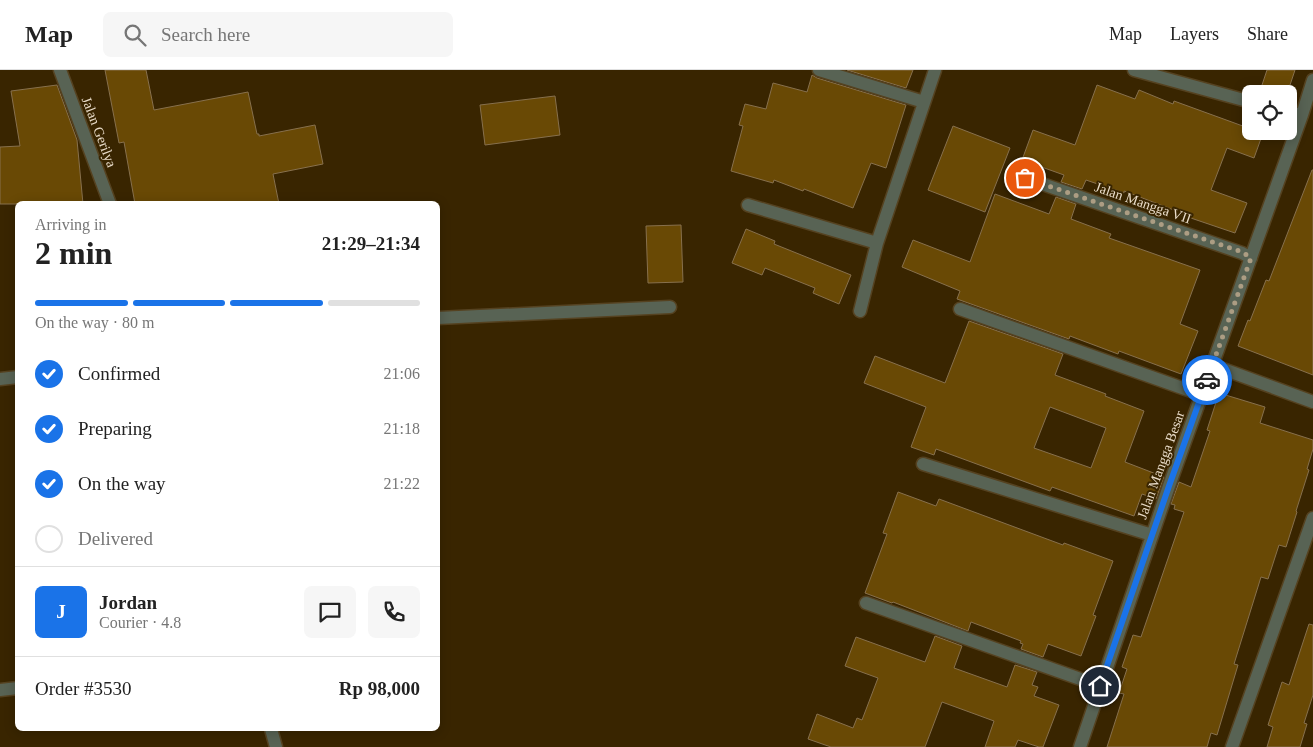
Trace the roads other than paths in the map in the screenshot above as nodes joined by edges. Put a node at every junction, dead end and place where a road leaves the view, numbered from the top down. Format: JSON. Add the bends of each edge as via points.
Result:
{"nodes":[{"id":1,"x":60,"y":70,"type":"edge"},
{"id":2,"x":819,"y":70,"type":"edge"},
{"id":3,"x":935,"y":70,"type":"edge"},
{"id":4,"x":1134,"y":70,"type":"edge"},
{"id":5,"x":1313,"y":80,"type":"edge"},
{"id":6,"x":1242,"y":100,"type":"edge"},
{"id":7,"x":924,"y":102,"type":"junction"},
{"id":8,"x":1297,"y":114,"type":"edge"},
{"id":9,"x":1302,"y":115,"type":"junction"},
{"id":10,"x":1025,"y":178,"type":"dead end"},
{"id":11,"x":109,"y":201,"type":"edge"},
{"id":12,"x":748,"y":205,"type":"dead end"},
{"id":13,"x":877,"y":243,"type":"junction"},
{"id":14,"x":1251,"y":258,"type":"junction"},
{"id":15,"x":670,"y":308,"type":"dead end"},
{"id":16,"x":960,"y":309,"type":"dead end"},
{"id":17,"x":860,"y":311,"type":"dead end"},
{"id":18,"x":440,"y":318,"type":"edge"},
{"id":19,"x":1212,"y":365,"type":"junction"},
{"id":20,"x":15,"y":377,"type":"edge"},
{"id":21,"x":0,"y":379,"type":"edge"},
{"id":22,"x":1202,"y":395,"type":"junction"},
{"id":23,"x":1313,"y":402,"type":"edge"},
{"id":24,"x":923,"y":464,"type":"dead end"},
{"id":25,"x":1313,"y":518,"type":"edge"},
{"id":26,"x":1152,"y":535,"type":"junction"},
{"id":27,"x":866,"y":603,"type":"dead end"},
{"id":28,"x":1100,"y":686,"type":"junction"},
{"id":29,"x":15,"y":688,"type":"edge"},
{"id":30,"x":0,"y":690,"type":"edge"},
{"id":31,"x":272,"y":731,"type":"edge"},
{"id":32,"x":276,"y":747,"type":"edge"},
{"id":33,"x":1080,"y":747,"type":"edge"},
{"id":34,"x":1232,"y":747,"type":"edge"}],
"edges":[{"from":1,"to":11,"type":"street","name":"Jalan Gerilya"},
{"from":2,"to":7,"type":"street"},
{"from":3,"to":7,"type":"street"},
{"from":4,"to":6,"type":"street"},
{"from":5,"to":9,"type":"street","name":"Jalan Mangga Besar"},
{"from":7,"to":13,"type":"street"},
{"from":8,"to":9,"type":"street"},
{"from":9,"to":14,"type":"street","name":"Jalan Mangga Besar"},
{"from":10,"to":14,"type":"street","name":"Jalan Mangga VII","via":[[1242,252]]},
{"from":12,"to":13,"type":"street"},
{"from":13,"to":17,"type":"street"},
{"from":14,"to":19,"type":"street","name":"Jalan Mangga Besar"},
{"from":15,"to":18,"type":"street"},
{"from":16,"to":22,"type":"street"},
{"from":19,"to":22,"type":"street","name":"Jalan Mangga Besar"},
{"from":19,"to":23,"type":"street"},
{"from":20,"to":21,"type":"street"},
{"from":22,"to":26,"type":"street","name":"Jalan Mangga Besar"},
{"from":24,"to":26,"type":"street"},
{"from":25,"to":34,"type":"street"},
{"from":26,"to":28,"type":"street","name":"Jalan Mangga Besar"},
{"from":27,"to":28,"type":"street"},
{"from":28,"to":33,"type":"street","name":"Jalan Mangga Besar"},
{"from":29,"to":30,"type":"street"},
{"from":31,"to":32,"type":"street"}]}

DIRECTIONS
If a line above holds the word "nodes", count it; then say how many such lines there are and nothing else.

ANSWER BOX
2